(Saved entries)
────────
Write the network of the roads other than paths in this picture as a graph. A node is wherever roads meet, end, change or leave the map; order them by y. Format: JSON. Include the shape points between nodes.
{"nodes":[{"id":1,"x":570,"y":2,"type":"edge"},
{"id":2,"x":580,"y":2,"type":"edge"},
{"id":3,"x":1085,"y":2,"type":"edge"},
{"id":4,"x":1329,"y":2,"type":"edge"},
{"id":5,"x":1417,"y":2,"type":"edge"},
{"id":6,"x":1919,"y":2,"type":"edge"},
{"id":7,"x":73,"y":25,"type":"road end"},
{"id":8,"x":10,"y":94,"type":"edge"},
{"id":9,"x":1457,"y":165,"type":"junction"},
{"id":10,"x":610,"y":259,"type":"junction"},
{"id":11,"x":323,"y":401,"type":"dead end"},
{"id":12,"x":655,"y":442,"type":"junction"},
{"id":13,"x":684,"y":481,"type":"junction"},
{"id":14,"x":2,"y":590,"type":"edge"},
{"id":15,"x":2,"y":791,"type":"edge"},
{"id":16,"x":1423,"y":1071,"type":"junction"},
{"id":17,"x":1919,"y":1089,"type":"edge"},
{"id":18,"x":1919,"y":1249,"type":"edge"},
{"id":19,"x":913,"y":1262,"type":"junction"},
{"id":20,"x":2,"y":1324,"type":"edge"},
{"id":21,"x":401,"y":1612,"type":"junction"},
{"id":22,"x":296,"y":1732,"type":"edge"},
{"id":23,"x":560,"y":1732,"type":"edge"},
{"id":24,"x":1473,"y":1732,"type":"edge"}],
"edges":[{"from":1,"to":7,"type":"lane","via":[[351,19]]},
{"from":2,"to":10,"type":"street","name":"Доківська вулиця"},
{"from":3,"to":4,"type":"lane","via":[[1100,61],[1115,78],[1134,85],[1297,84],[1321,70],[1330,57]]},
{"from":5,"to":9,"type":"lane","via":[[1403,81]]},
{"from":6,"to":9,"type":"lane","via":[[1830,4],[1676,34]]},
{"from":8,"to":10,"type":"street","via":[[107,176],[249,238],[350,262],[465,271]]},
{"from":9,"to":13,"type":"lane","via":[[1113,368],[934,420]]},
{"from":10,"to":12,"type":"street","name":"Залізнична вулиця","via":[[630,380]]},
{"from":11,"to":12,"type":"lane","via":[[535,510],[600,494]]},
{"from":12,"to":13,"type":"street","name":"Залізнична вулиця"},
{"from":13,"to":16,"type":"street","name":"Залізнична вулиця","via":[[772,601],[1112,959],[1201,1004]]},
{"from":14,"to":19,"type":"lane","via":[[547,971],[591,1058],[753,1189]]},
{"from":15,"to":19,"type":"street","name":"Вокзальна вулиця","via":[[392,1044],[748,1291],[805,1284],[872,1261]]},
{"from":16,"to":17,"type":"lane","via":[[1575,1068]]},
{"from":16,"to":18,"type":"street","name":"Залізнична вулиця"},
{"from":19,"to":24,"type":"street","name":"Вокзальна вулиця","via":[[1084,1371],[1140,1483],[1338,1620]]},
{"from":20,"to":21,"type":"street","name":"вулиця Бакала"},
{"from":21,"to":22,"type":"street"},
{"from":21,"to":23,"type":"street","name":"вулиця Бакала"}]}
────────
With "nodes" as the string to match, show every line of the entries above that has it.

--- Finished task ---
Write the network of the roads other than paths in this picture as a graph. A node is wherever roads meet, end, change or leave the map; order them by y. Format: JSON. Include the shape points between nodes.
{"nodes":[{"id":1,"x":570,"y":2,"type":"edge"},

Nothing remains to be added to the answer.